In a LALR(1) parser, the rules in the grammar are converted into a parse table that effectively says "If you have this input so far, and the lookahead token is X, then shift to state Y, or reduce by rule R".
I have successfully constructed a LALR(1) parser in an interpreted language (ruby), not using a generator, but computing a parse table at runtime and evaluating the input using that parse table. This works surprisingly well and the table generation is quite trivial (which surprised me somewhat), supporting self-referential rules and left/right association.
One thing I am having some difficulty to understand, however, is how yacc/bison conceptually processes empty rule definitions. My parser can't handle them, since in generating the table it looks at each symbol in each rule, recursively, and "empty" is just not something that will come from the lexer, nor be reduced by a rule. So how then, do LALR(1) parsers process the empty rule? Do they treat it specially, or is it a "natural" concept that a valid algorithm should just work with, without even needing to have particular awareness of such a concept?
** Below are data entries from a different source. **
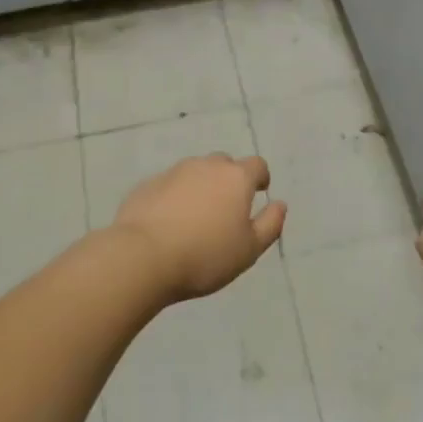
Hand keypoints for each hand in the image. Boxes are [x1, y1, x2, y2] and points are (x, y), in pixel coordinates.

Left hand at [113, 154, 287, 300]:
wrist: (142, 257)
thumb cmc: (205, 255)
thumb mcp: (249, 249)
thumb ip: (270, 224)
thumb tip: (280, 204)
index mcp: (235, 178)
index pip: (257, 165)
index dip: (260, 177)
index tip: (258, 192)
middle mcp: (206, 166)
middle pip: (224, 165)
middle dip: (229, 180)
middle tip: (226, 210)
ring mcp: (174, 172)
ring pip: (195, 173)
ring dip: (200, 187)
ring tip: (196, 218)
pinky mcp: (147, 185)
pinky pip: (169, 186)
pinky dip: (174, 197)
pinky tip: (169, 223)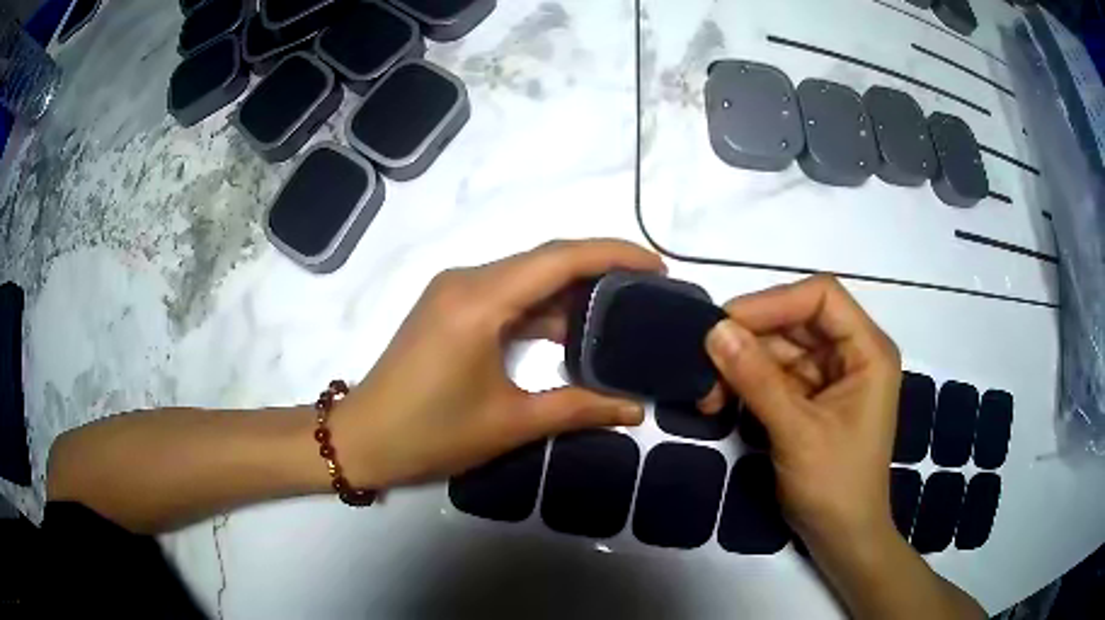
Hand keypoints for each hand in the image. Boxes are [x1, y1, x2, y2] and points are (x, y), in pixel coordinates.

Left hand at [331, 240, 662, 488]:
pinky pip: (506, 292)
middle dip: (600, 268)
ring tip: (621, 308)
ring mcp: (454, 290)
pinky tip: (571, 326)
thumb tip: (635, 410)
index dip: (613, 255)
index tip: (656, 266)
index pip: (560, 258)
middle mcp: (467, 280)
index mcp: (480, 300)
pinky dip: (542, 305)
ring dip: (571, 288)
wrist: (364, 438)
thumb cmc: (431, 433)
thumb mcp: (510, 423)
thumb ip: (578, 409)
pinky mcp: (449, 306)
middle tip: (647, 289)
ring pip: (526, 275)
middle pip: (545, 259)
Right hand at [704, 275, 902, 550]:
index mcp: (867, 350)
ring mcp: (829, 376)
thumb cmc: (835, 485)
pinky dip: (745, 385)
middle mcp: (850, 353)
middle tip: (704, 360)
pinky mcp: (810, 398)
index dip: (776, 301)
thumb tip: (715, 331)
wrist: (841, 537)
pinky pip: (773, 376)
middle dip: (750, 339)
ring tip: (707, 393)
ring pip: (779, 349)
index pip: (822, 297)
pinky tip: (719, 401)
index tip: (727, 322)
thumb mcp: (797, 432)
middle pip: (796, 321)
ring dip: (741, 365)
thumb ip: (757, 380)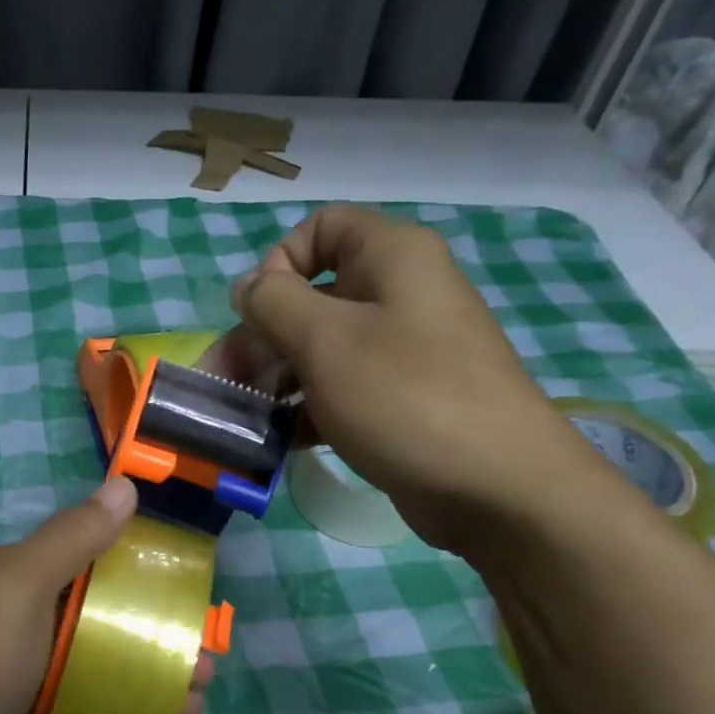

Let's say, a rule that can match any number of paired parentheses with nothing in the middle:
expr: /* empty */
| '(' expr ')'
;
Input like the following would match this rule:
((((()))))
This means that upon reading '(' and seeing ')' in the lookahead token, the parser choices:
- Shift the ')' (not possible)
- Reduce the input according to some other rule (not possible)
- Something else...
don't quite fit into the core algorithm of "shift" or "reduce". The parser effectively needs to shift nothing onto the stack, reduce "nothing" to expr
, then shift the next token ')'
, giving '(' expr ')'
, which of course reduces to expr
, and so on.
It's the "shift nothing" that's confusing me. How does the parse table convey such a concept? Consider also that it should be possible to invoke some semantic action that returns a value to $$
on reducing the empty value, so a rather simplistic view of just skipping that from the parse table and saying that '('
on the stack and ')'
in the lookahead should simply translate to a shift, would not genuinely produce the sequence '(' expr ')'
, but would simply produce the sequence '(' ')'
.